__WHAT IS NEEDED__.
Let your answer be the line containing "thumb ip: (203, 195)" and every line below it to the end of the records, copied exactly.

(Human keypoint data)
:::
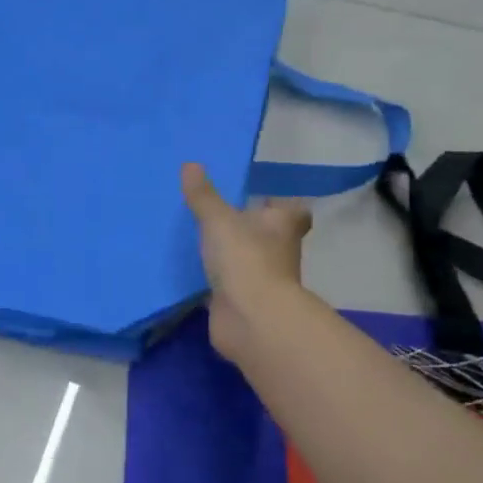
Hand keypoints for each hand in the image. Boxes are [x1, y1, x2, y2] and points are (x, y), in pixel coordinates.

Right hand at [181, 162, 311, 359]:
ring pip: (249, 260)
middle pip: (270, 235)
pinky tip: (195, 273)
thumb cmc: (244, 258)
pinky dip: (217, 281)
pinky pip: (230, 286)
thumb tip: (190, 164)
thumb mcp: (218, 220)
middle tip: (220, 215)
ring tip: (202, 241)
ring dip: (232, 255)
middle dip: (250, 228)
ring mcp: (264, 279)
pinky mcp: (244, 302)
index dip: (278, 203)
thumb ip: (203, 195)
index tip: (259, 197)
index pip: (291, 209)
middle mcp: (280, 250)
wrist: (251, 318)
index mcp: (282, 224)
:::
__ANSWER TO THIS EXERCISE__.
thumb ip: (203, 195)
index tip: (259, 197)
index pip: (291, 209)
middle mcp: (280, 250)
wrist: (251, 318)
index mcp: (282, 224)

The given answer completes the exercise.